- [To do]: Copy each line below in which the word "dead" occurs.

**** Records supplied

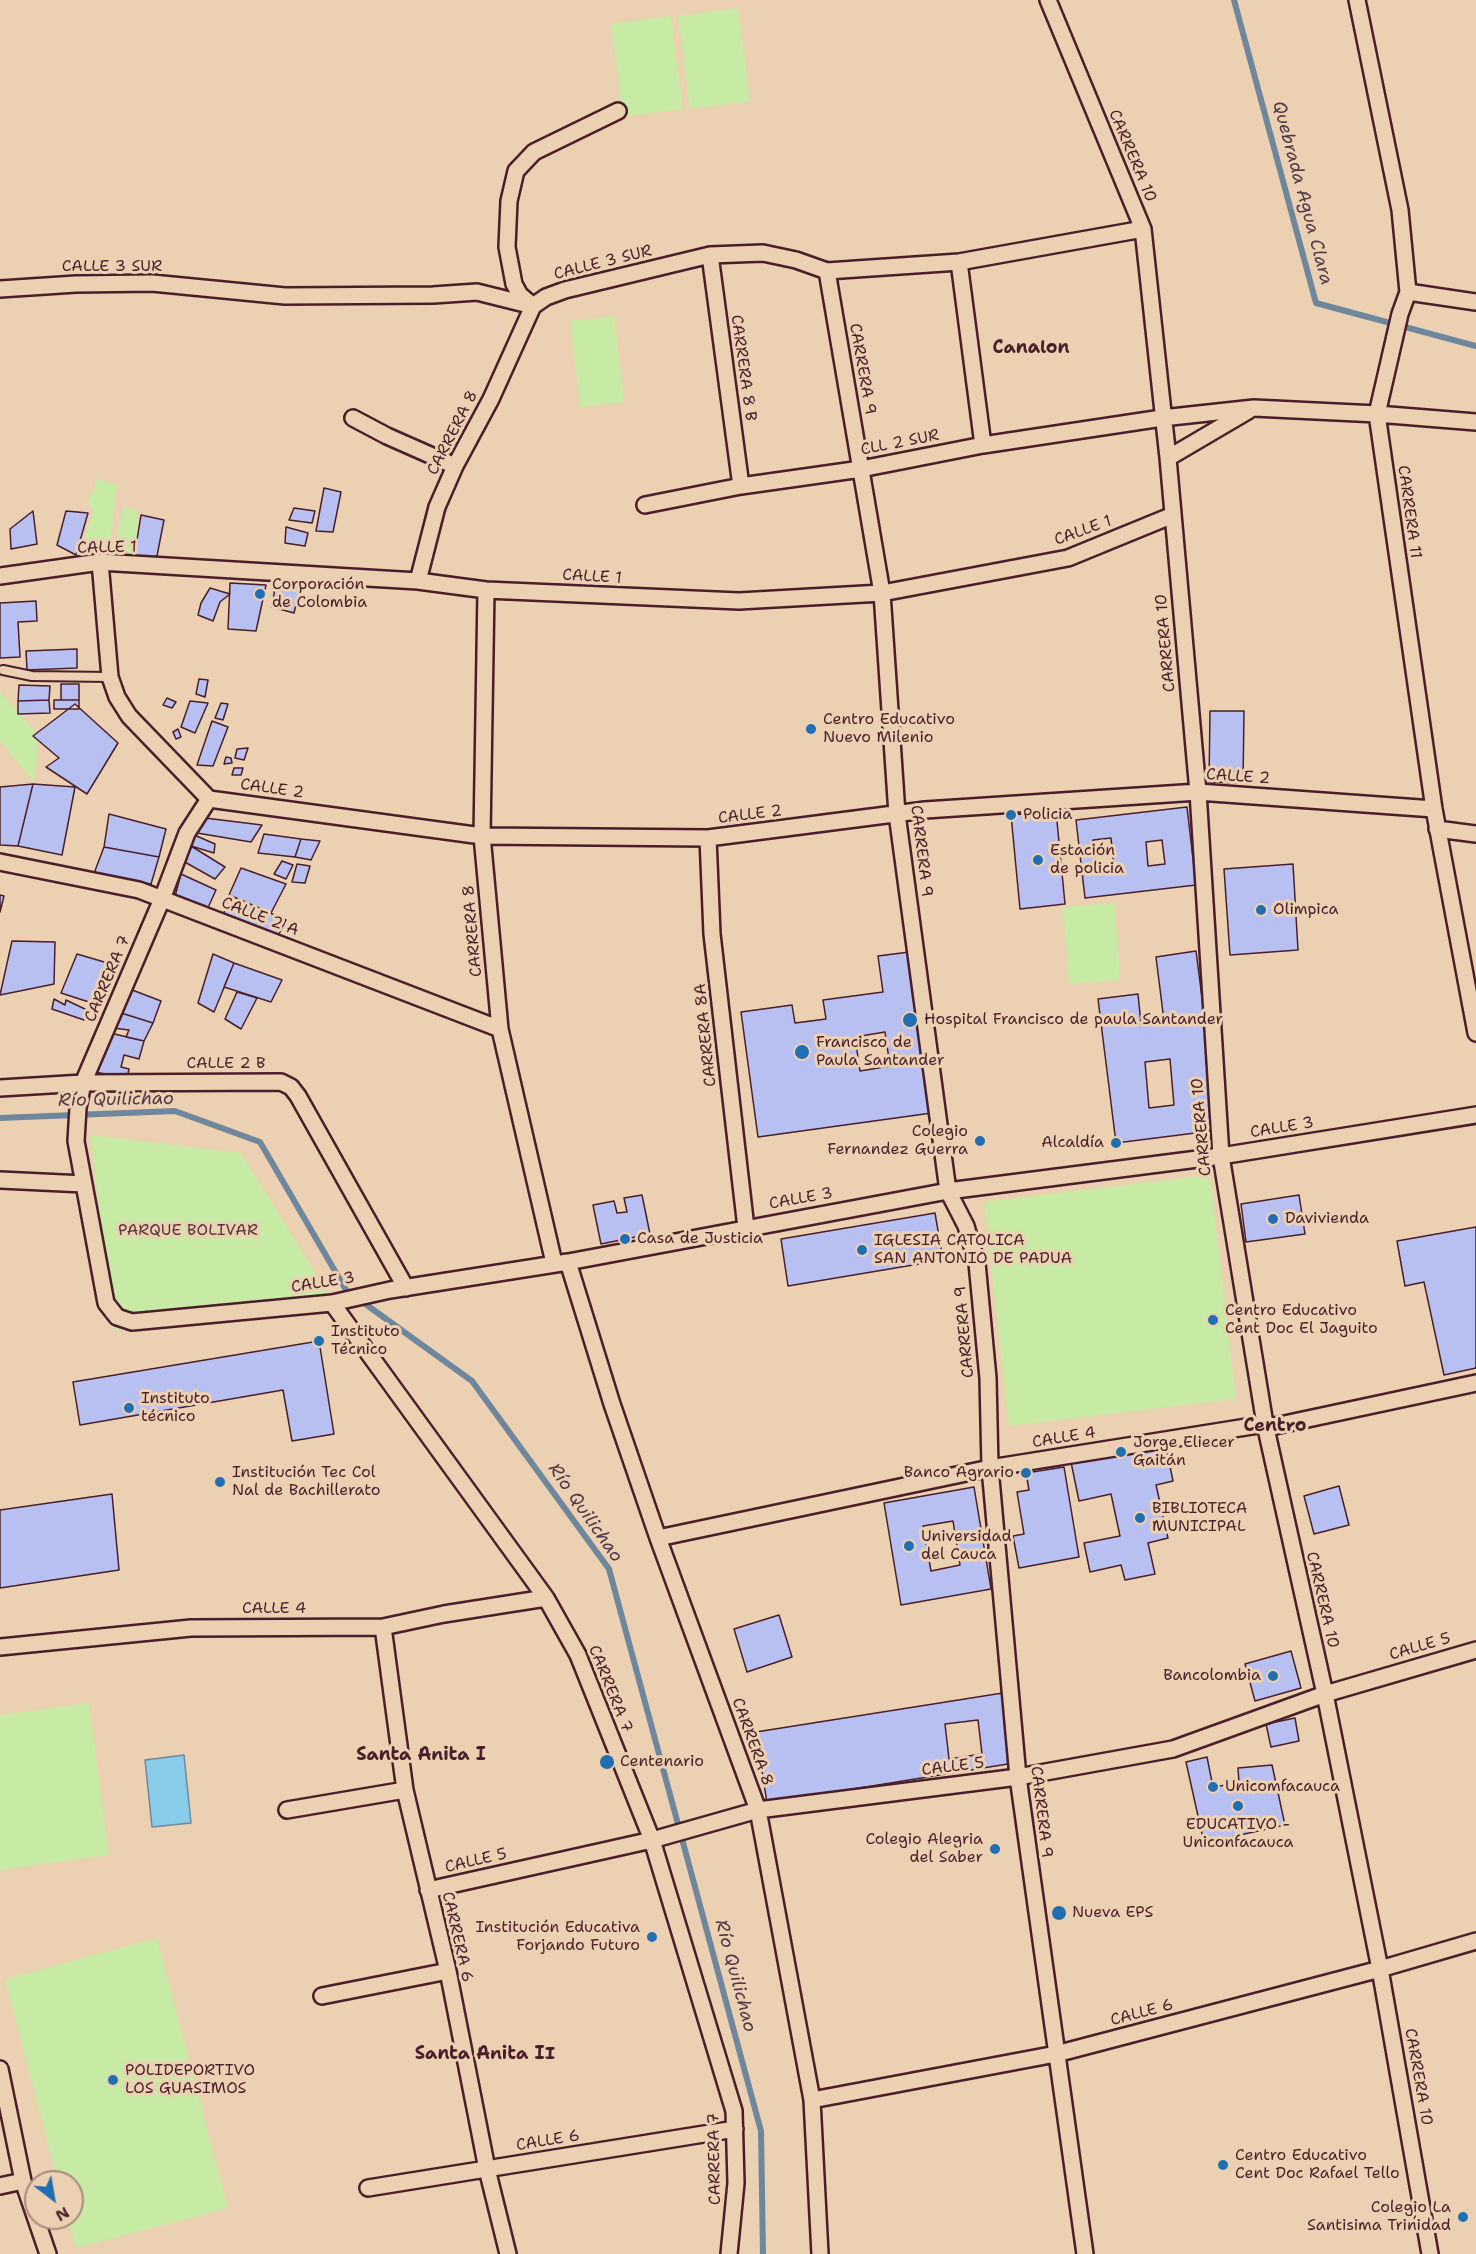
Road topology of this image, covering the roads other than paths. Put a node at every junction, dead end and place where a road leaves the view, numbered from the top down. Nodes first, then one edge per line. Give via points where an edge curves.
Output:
1 (1048, 0) edge
2 (1357, 0) edge
3 (618, 111) dead end
4 (1143, 229) junction
5 (710, 255) junction
6 (960, 262) junction
7 (827, 272) junction
8 (0, 289) edge
9 (1407, 292) junction
10 (1476, 302) edge
11 (533, 306) junction
12 (1254, 408) junction
13 (1377, 414) junction
14 (353, 418) dead end
15 (1162, 418) junction
16 (1476, 422) edge
17 (983, 445) junction
18 (1168, 458) junction
19 (455, 466) junction
20 (861, 469) junction
21 (741, 486) junction
22 (645, 505) dead end
23 (1173, 515) junction
24 (100, 562) junction
25 (0, 576) edge
26 (418, 581) junction
27 (486, 590) junction
28 (882, 593) junction
29 (3, 670) dead end
30 (110, 677) junction
31 (1198, 792) junction
32 (209, 798) junction
33 (1434, 809) junction
34 (897, 814) junction
35 (1437, 829) junction
36 (1476, 834) edge
37 (482, 836) junction
38 (708, 838) junction
39 (0, 862) edge
40 (162, 899) junction
41 (500, 1029) junction
42 (1476, 1033) edge
43 (83, 1083) junction
44 (0, 1088) edge
45 (1476, 1115) edge
46 (1221, 1156) junction
47 (0, 1180) edge
48 (84, 1184) junction
49 (948, 1191) junction
50 (746, 1228) junction
51 (561, 1262) junction
52 (406, 1288) junction
53 (337, 1301) junction
54 (1476, 1383) edge
55 (1265, 1424) junction
56 (990, 1468) junction
57 (658, 1538) junction
58 (546, 1598) junction
59 (383, 1627) junction
60 (0, 1647) edge
61 (1476, 1650) edge
62 (1325, 1694) junction
63 (1018, 1777) junction
64 (405, 1790) junction
65 (287, 1810) dead end
66 (751, 1812) junction
67 (659, 1838) junction
68 (428, 1890) junction
69 (1476, 1941) edge
70 (1380, 1969) junction
71 (448, 1971) junction
72 (322, 1996) dead end
73 (1056, 2054) junction
74 (0, 2069) edge
75 (812, 2100) junction
76 (735, 2129) junction
77 (487, 2169) junction
78 (23, 2181) junction
79 (0, 2186) edge
80 (368, 2188) dead end
81 (48, 2254) edge
82 (508, 2254) edge
83 (729, 2254) edge
84 (820, 2254) edge
85 (1085, 2254) edge
86 (1430, 2254) edge

1 - 4 street, CARRERA 10
2 - 9 street, CARRERA 11 via 1400,210
3 - 11 street via 534,152 516,171 509,201 507,247 514,284
4 - 6 street, CALLE 3 SUR
4 - 15 street, CARRERA 10
5 - 7 street, CALLE 3 SUR via 763,253
5 - 11 street, CALLE 3 SUR via 565,290
5 - 21 street, CARRERA 8 B
6 - 7 street, CALLE 3 SUR
6 - 17 street
7 - 20 street, CARRERA 9
8 - 11 street, CALLE 3 SUR via 153,283 285,296 477,292
9 - 10 street
9 - 13 street, CARRERA 11
11 - 19 street, CARRERA 8
12 - 13 street
12 - 15 street
12 - 18 street
13 - 16 street
13 - 33 street, CARRERA 11
14 - 19 street
15 - 17 street, CLL 2 SUR
15 - 18 street, CARRERA 10
17 - 20 street, CLL 2 SUR
18 - 23 street, CARRERA 10
19 - 26 street, CARRERA 8 via 437,507
20 - 21 street, CLL 2 SUR
20 - 28 street, CARRERA 9
21 - 22 street, CLL 2 SUR
23 - 28 street, CALLE 1 via 1068,558
23 - 31 street, CARRERA 10
24 - 25 street, CALLE 1
24 - 26 street, CALLE 1
24 - 30 street
26 - 27 street, CALLE 1
27 - 28 street, CALLE 1 via 739,602
27 - 37 street, CARRERA 8
28 - 34 street, CARRERA 9
29 - 30 lane via 32,676
30 - 32 street via 129,716
31 - 33 street, CALLE 2
31 - 34 street, CALLE 2
31 - 46 street, CARRERA 10
32 - 37 street, CALLE 2
32 - 40 street, CARRERA 7 via 187,833
33 - 35 street, CARRERA 11
34 - 38 street, CALLE 2
34 - 49 street, CARRERA 9
35 - 36 street
35 - 42 street, CARRERA 11
37 - 38 street, CALLE 2
37 - 41 street, CARRERA 8
38 - 50 street, CARRERA 8A via 712,934
39 - 40 street, CALLE 2 A via 139,890
40 - 41 street, CALLE 2 A
40 - 43 street, CARRERA 7
41 - 51 street, CARRERA 8
43 - 44 street, CALLE 2 B
43 - 48 street, CARRERA 7 via 76,1141
43 - 52 street, CALLE 2 B via 281,1082 291,1087
45 - 46 street, CALLE 3
46 - 49 street, CALLE 3
46 - 55 street, CARRERA 10
47 - 48 street
48 - 53 street, CALLE 3 via 106,1303 117,1317 132,1322
49 - 50 street, CALLE 3
49 - 56 street, CARRERA 9 via 966,1226 977,1263 988,1378
50 - 51 street, CALLE 3
51 - 52 street, CALLE 3
51 - 57 street, CARRERA 8
52 - 53 street, CALLE 3
53 - 58 street, CARRERA 7
54 - 55 street, CALLE 4 via 1275,1426
55 - 56 street, CALLE 4
55 - 62 street, CARRERA 10
56 - 57 street, CALLE 4
56 - 63 street, CARRERA 9
57 - 66 street, CARRERA 8
58 - 59 street, CALLE 4
58 - 67 street, CARRERA 7 via 578,1655
59 - 60 street, CALLE 4 via 191,1628
59 - 64 street, CARRERA 6
61 - 62 street, CALLE 5
62 - 63 street, CALLE 5 via 1173,1749
62 - 70 street, CARRERA 10
63 - 66 street, CALLE 5
63 - 73 street, CARRERA 9
64 - 65 street
64 - 68 street, CARRERA 6
66 - 67 street, CALLE 5
66 - 75 street, CARRERA 8
67 - 68 street, CALLE 5
67 - 76 street, CARRERA 7 via 734,2111
68 - 71 street, CARRERA 6
69 - 70 street, CALLE 6
70 - 73 street, CALLE 6
70 - 86 street, CARRERA 10
71 - 72 street
71 - 77 street, CARRERA 6
73 - 75 street, CALLE 6
73 - 85 street, CARRERA 9
74 - 78 street
75 - 84 street, CARRERA 8
76 - 77 street, CALLE 6
76 - 83 street, CARRERA 7 via 736,2183
77 - 80 street, CALLE 6
77 - 82 street, CARRERA 6
78 - 79 street
78 - 81 street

********

- [Exercise result]:
Road topology of this image, covering the roads other than paths. Put a node at every junction, dead end and place where a road leaves the view, numbered from the top down. Nodes first, then one edge per line. Give via points where an edge curves.
3 (618, 111) dead end
14 (353, 418) dead end
22 (645, 505) dead end
29 (3, 670) dead end
65 (287, 1810) dead end
72 (322, 1996) dead end
80 (368, 2188) dead end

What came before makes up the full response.